Pointers, References and Bears, Oh My! Help me understand

#ifndef MyTypes_h
#define MyTypes_h

typedef struct {
  int main_menu_selection;
  char* sub_menu_items;
} MENU;

#endif

========================

#include "MyTypes.h"

char *sub_items[] = {"Sub1", "Sub2", "Sub3", "Sub4", "Sub5", "Sub6", "Sub7", "Sub8"};

MENU menu1 = {0, *sub_items};

void setup() {
  // Debugging output
  Serial.begin(9600);

  for(int i = 0; i<8; i++){
    Serial.println(sub_items[i]);
  }
  Serial.print(main_items[menu1.main_menu_selection]);
  Serial.print(&menu1.sub_menu_items[0]);
  Serial.print(menu1.sub_menu_items[0]);
}
void loop() {
}

(Note: the dashed line indicates separate files)

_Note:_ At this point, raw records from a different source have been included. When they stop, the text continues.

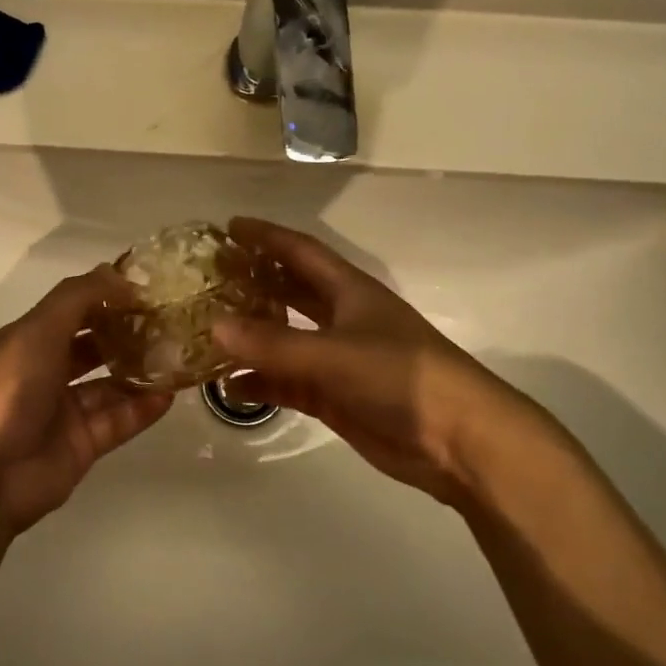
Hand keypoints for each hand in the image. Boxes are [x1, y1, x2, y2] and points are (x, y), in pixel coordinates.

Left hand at [0, 268, 173, 531]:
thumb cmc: (7, 390)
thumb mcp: (38, 330)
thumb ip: (79, 297)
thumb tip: (118, 273)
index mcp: (28, 340)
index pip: (73, 309)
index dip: (106, 296)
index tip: (148, 288)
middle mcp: (45, 371)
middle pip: (93, 346)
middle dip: (127, 333)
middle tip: (171, 322)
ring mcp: (63, 411)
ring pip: (109, 384)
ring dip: (140, 370)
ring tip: (178, 356)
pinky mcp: (81, 445)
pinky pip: (118, 421)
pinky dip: (142, 408)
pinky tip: (169, 395)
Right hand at [213, 217, 561, 504]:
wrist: (459, 439)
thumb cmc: (402, 376)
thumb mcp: (335, 353)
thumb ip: (274, 343)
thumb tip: (215, 325)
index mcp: (349, 291)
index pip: (300, 251)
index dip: (266, 236)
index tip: (228, 227)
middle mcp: (341, 318)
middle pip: (289, 291)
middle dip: (252, 283)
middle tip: (208, 279)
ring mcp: (338, 360)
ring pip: (285, 340)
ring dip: (251, 336)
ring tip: (207, 332)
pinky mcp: (336, 397)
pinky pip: (288, 383)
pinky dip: (261, 383)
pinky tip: (229, 386)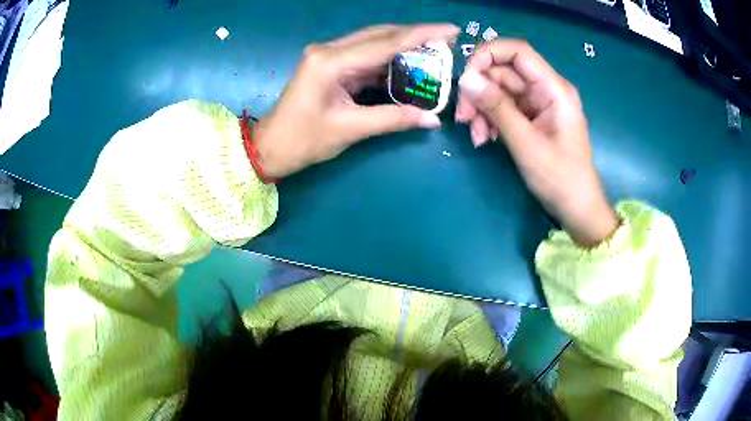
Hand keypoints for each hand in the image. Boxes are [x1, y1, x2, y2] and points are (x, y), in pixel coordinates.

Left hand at [251, 24, 458, 178]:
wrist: (271, 147)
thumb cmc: (303, 140)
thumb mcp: (351, 129)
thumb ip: (393, 119)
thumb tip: (433, 119)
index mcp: (331, 62)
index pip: (385, 42)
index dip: (422, 35)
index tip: (451, 30)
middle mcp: (329, 50)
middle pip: (380, 35)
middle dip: (416, 36)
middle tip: (447, 40)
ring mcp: (328, 55)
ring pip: (373, 42)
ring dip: (403, 46)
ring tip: (434, 51)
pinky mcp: (330, 65)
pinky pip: (365, 56)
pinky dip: (388, 60)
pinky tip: (409, 65)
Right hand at [456, 40, 618, 246]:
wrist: (576, 208)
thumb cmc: (559, 178)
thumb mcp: (526, 143)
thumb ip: (497, 108)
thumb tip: (465, 80)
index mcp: (554, 88)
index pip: (518, 51)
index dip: (488, 55)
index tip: (466, 77)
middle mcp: (545, 89)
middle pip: (503, 72)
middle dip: (479, 91)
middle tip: (463, 118)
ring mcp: (537, 104)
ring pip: (498, 91)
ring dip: (481, 110)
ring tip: (476, 137)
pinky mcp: (530, 118)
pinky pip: (503, 108)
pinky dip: (489, 120)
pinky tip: (484, 139)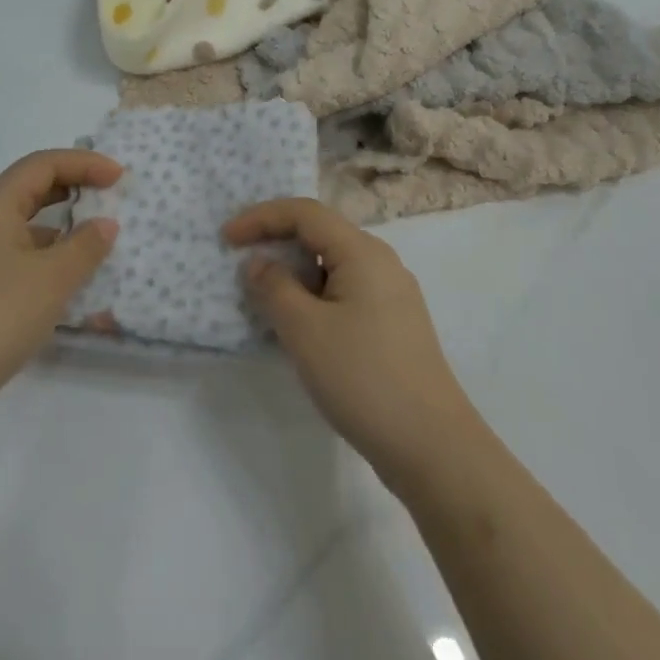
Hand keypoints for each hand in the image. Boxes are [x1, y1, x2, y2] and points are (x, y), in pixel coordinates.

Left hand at [0, 150, 121, 439]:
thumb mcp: (52, 279)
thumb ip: (85, 246)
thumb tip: (104, 225)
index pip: (43, 164)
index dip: (85, 164)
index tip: (119, 177)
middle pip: (28, 189)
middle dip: (71, 189)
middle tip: (108, 199)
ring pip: (18, 227)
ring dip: (57, 228)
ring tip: (91, 246)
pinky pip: (9, 258)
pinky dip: (39, 259)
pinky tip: (60, 286)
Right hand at [226, 198, 481, 490]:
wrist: (433, 447)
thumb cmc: (363, 378)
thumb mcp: (305, 330)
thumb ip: (274, 288)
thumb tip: (259, 263)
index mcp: (362, 251)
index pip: (304, 212)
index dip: (261, 217)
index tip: (226, 237)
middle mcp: (381, 262)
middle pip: (320, 233)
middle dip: (277, 241)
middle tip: (240, 261)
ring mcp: (392, 294)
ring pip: (332, 265)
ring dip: (295, 272)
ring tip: (263, 296)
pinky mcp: (394, 324)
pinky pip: (345, 291)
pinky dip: (314, 295)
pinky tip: (299, 325)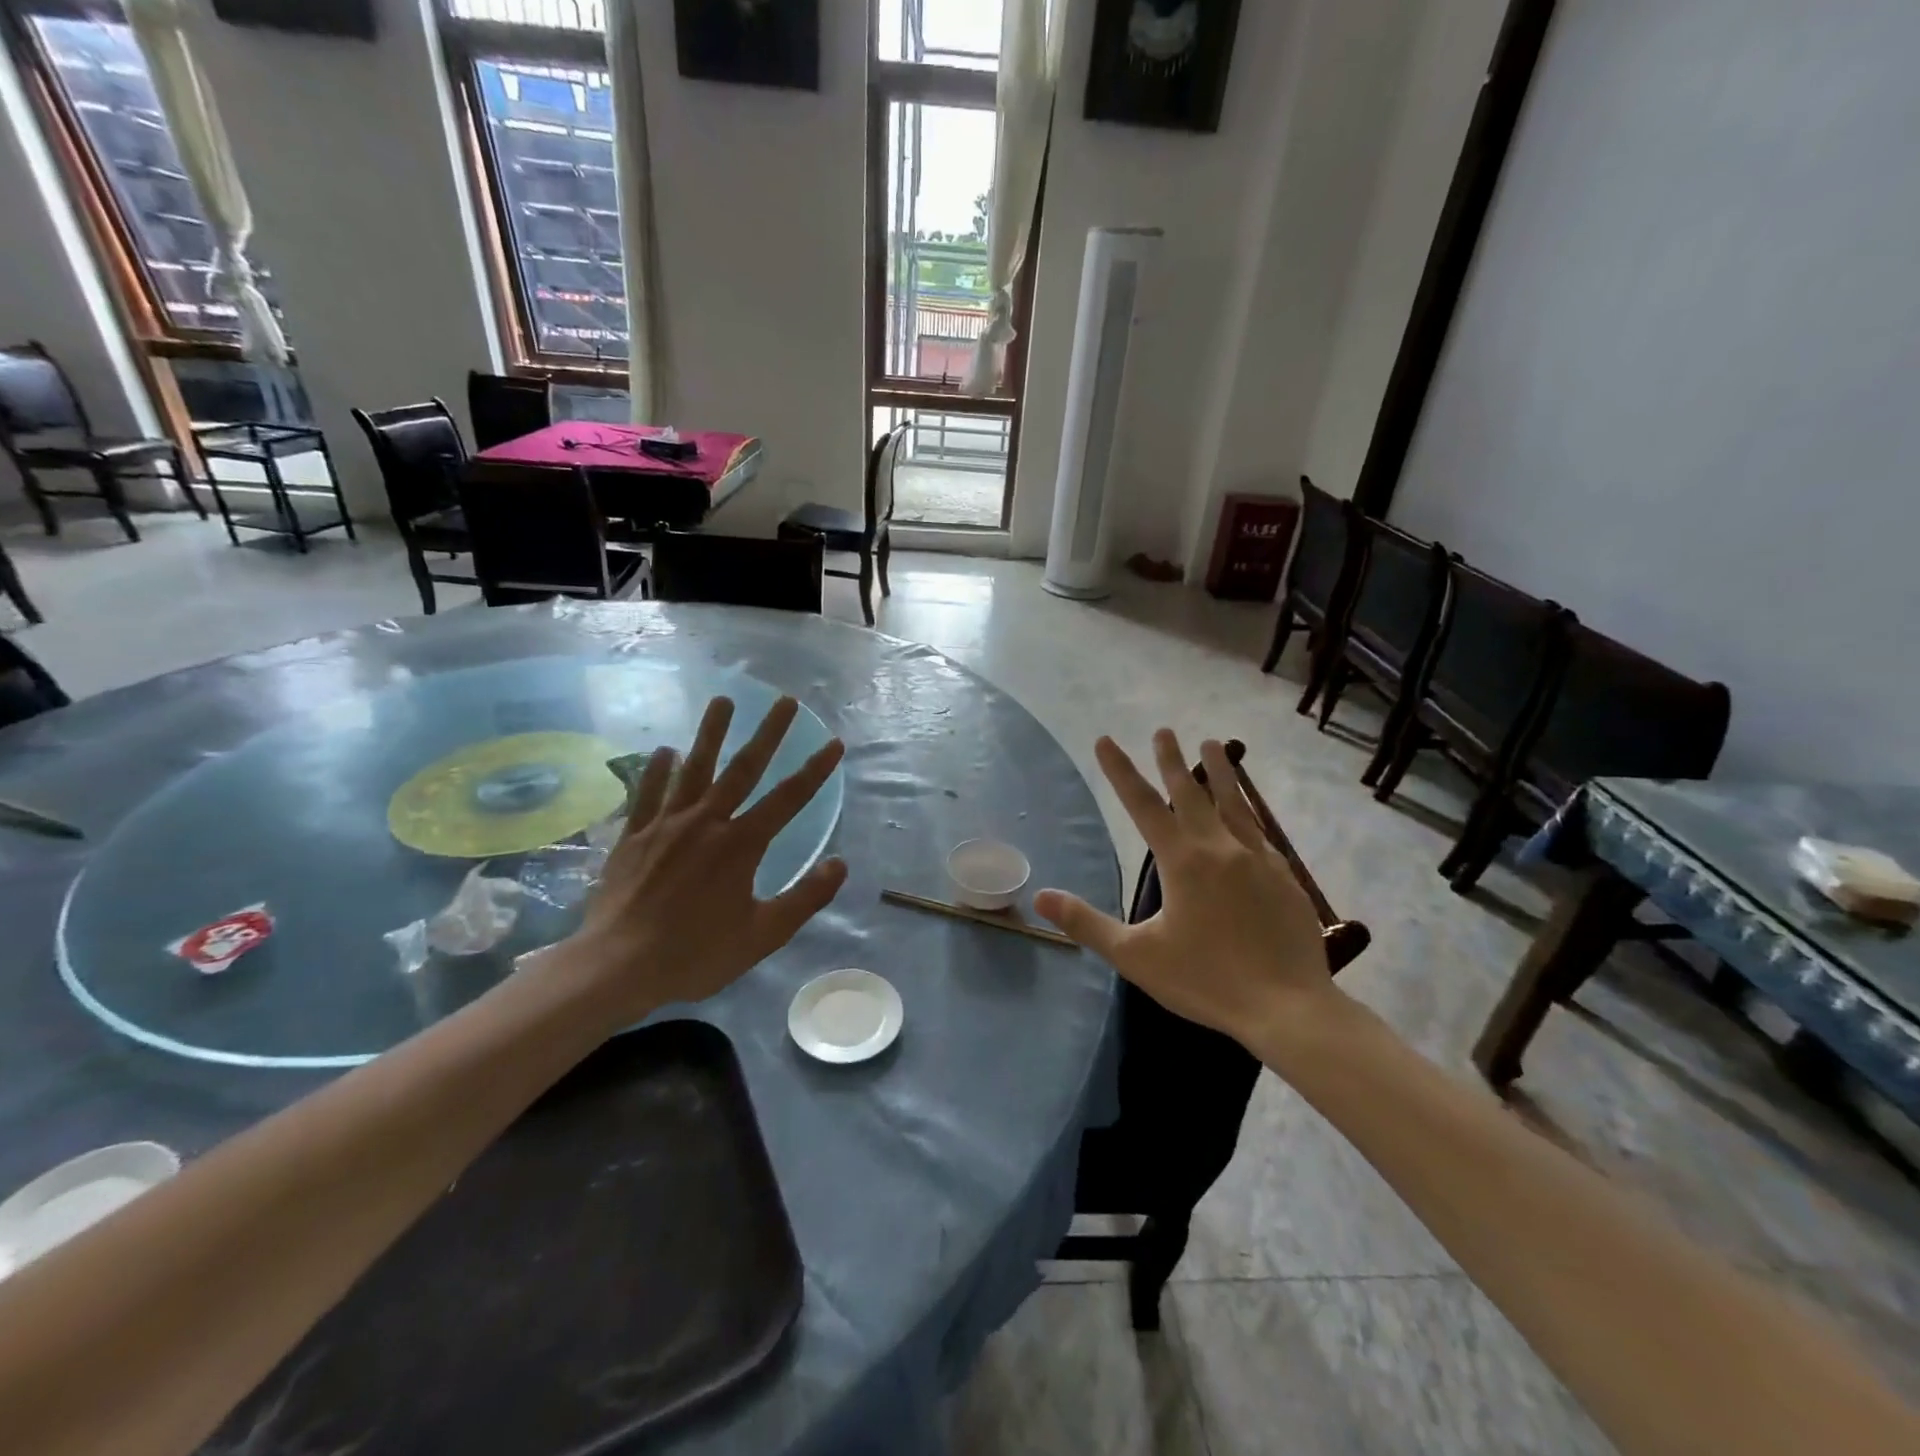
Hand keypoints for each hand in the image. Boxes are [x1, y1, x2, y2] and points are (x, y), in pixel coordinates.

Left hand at [538, 694, 846, 1027]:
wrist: (617, 966)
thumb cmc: (695, 953)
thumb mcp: (763, 935)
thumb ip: (805, 897)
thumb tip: (840, 863)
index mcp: (741, 845)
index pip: (788, 799)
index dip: (814, 770)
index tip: (833, 742)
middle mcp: (706, 822)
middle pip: (743, 769)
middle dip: (768, 733)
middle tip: (785, 701)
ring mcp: (666, 825)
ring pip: (694, 769)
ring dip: (711, 733)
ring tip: (724, 700)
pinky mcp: (634, 835)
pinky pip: (648, 793)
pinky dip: (658, 770)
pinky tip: (666, 750)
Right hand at [1034, 732, 1339, 1044]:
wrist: (1288, 1007)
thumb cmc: (1206, 980)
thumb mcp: (1135, 955)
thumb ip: (1086, 923)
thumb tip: (1040, 896)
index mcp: (1182, 860)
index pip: (1143, 805)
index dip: (1120, 771)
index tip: (1105, 740)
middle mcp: (1220, 847)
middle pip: (1191, 792)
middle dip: (1172, 760)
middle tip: (1163, 730)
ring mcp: (1257, 859)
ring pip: (1234, 803)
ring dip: (1220, 771)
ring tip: (1214, 743)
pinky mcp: (1284, 877)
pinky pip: (1260, 832)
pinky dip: (1248, 811)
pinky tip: (1249, 812)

In the code, above, the line Serial.println(sub_items[i]); prints the 8 elements of sub_items.

The line Serial.print(&menu.sub_menu_items[0]); prints “Sub1”. (note the & - dereference)

The following line (no &), Serial.print(menu1.sub_menu_items[0]); prints “S”.

I am supposing that this is the intended behavior, but I am not understanding why and how. Why/how does dereferencing the struct member get me the behavior I want (treating the char array as, essentially, an array of strings), while without the & the member is treated as a ‘simple’ array of char?

Code tags round your example code lines would have been a good idea

You have mixed things up. Your struct definition has an int and a char pointer.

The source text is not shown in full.